"""

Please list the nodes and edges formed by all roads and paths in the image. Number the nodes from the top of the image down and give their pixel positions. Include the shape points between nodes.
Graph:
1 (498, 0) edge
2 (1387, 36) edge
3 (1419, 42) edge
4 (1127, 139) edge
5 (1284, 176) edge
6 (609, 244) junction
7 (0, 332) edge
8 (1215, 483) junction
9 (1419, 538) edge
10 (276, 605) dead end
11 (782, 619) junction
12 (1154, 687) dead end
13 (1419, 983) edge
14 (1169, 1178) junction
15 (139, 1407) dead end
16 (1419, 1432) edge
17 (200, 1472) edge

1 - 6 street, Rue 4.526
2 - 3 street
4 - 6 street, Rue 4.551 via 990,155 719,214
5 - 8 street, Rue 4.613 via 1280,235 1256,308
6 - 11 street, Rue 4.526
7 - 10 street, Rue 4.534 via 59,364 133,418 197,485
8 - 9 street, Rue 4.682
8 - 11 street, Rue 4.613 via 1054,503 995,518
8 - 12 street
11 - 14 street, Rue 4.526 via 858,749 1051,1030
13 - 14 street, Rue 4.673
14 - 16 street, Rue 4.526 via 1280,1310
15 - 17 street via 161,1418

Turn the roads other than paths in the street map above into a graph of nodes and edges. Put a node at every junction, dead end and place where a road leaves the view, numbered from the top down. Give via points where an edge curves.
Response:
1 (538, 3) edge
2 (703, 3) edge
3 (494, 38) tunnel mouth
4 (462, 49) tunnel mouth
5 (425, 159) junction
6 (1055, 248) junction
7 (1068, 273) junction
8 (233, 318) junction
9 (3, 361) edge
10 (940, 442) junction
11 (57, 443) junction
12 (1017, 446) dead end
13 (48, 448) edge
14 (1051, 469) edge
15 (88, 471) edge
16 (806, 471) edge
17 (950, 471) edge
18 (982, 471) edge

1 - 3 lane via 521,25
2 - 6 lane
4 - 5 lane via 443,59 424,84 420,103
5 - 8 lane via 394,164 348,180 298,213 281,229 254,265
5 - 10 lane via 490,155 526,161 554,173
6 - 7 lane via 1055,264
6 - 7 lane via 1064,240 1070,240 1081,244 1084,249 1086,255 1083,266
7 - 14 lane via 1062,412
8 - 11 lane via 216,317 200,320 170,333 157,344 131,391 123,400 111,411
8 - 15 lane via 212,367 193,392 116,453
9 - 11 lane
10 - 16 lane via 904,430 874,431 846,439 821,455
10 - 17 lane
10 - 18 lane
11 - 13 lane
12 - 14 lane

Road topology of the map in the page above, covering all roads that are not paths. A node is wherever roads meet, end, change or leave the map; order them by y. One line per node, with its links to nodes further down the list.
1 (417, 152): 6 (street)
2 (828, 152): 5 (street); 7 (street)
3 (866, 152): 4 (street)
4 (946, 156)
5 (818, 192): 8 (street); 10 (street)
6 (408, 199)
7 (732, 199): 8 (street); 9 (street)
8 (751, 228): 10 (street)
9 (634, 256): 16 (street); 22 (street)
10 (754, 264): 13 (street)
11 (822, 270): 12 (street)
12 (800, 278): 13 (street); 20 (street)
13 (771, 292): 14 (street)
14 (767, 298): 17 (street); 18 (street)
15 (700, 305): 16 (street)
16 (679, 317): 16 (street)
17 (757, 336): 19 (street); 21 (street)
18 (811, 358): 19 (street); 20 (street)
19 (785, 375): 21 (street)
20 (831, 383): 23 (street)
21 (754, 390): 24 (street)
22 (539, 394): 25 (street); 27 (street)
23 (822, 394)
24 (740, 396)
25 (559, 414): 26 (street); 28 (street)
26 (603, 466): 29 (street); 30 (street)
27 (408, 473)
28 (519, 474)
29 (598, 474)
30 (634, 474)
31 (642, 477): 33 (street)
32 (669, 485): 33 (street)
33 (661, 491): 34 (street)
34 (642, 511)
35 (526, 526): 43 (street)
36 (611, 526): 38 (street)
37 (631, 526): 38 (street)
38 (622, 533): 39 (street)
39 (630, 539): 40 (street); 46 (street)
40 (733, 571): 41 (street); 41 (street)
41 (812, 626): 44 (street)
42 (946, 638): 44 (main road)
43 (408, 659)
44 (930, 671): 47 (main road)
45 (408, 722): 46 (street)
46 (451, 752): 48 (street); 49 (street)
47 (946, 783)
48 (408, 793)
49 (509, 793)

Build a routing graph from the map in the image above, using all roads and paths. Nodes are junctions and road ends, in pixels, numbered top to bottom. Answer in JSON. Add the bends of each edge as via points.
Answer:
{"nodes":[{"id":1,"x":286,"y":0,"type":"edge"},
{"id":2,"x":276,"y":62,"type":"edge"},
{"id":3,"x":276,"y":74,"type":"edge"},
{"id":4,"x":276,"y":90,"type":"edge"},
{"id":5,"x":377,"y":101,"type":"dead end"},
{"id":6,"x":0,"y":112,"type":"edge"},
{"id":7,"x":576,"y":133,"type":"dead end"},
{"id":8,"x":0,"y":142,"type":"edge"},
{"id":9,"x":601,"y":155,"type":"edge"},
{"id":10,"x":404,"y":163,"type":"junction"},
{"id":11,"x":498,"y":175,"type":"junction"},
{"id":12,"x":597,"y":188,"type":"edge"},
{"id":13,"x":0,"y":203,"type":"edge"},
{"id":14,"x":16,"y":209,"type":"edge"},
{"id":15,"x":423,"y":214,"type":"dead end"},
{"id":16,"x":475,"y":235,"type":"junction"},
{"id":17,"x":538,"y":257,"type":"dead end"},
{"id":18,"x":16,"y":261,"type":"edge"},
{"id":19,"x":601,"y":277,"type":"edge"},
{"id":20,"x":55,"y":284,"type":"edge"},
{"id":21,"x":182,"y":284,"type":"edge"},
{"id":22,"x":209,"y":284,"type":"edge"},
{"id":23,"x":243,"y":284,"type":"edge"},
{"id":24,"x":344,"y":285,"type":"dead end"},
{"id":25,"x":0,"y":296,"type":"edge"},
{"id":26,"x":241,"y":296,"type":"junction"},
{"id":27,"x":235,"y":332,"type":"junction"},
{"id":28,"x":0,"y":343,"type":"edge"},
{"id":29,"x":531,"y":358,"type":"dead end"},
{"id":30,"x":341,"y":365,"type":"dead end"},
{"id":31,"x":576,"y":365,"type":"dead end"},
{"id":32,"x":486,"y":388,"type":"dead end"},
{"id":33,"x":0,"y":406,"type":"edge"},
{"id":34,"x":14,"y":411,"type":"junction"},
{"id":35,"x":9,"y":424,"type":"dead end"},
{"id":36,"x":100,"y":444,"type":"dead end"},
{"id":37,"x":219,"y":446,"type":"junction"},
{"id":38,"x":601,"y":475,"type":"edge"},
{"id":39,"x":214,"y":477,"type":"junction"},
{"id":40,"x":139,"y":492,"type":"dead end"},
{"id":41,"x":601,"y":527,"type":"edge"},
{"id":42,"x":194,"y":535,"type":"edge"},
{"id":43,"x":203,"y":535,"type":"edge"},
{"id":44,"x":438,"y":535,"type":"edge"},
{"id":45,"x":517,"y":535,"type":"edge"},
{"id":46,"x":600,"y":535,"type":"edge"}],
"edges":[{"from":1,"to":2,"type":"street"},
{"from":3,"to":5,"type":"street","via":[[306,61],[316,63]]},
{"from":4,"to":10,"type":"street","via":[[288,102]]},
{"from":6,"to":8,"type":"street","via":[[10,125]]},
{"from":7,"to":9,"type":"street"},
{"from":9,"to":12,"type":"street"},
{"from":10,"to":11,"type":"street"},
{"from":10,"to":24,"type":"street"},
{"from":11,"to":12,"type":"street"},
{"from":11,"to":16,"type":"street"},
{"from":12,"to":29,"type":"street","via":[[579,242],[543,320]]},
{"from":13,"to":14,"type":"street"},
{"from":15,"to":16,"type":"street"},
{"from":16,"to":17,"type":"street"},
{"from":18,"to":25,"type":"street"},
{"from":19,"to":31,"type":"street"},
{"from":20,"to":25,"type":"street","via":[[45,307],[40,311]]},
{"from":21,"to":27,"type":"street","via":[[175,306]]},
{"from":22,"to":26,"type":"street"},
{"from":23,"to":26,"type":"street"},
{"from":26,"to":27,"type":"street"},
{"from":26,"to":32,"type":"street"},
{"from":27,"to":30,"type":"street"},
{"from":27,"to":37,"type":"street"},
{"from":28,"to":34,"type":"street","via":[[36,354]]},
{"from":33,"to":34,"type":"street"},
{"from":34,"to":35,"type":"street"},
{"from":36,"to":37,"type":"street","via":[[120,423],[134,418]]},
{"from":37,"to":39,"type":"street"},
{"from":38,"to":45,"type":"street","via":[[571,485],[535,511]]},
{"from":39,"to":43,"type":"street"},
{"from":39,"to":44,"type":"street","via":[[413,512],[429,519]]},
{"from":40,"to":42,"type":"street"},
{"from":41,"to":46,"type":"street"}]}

"""

## Work request
Which lines above hold the string "paths"? Show each of them.

## Answer section
Please list the nodes and edges formed by all roads and paths in the image. Number the nodes from the top of the image down and give their pixel positions. Include the shape points between nodes.
Turn the roads other than paths in the street map above into a graph of nodes and edges. Put a node at every junction, dead end and place where a road leaves the view, numbered from the top down. Give via points where an edge curves.
Road topology of the map in the page above, covering all roads that are not paths. A node is wherever roads meet, end, change or leave the map; order them by y. One line per node, with its links to nodes further down the list.
Build a routing graph from the map in the image above, using all roads and paths. Nodes are junctions and road ends, in pixels, numbered top to bottom. Answer in JSON. Add the bends of each edge as via points.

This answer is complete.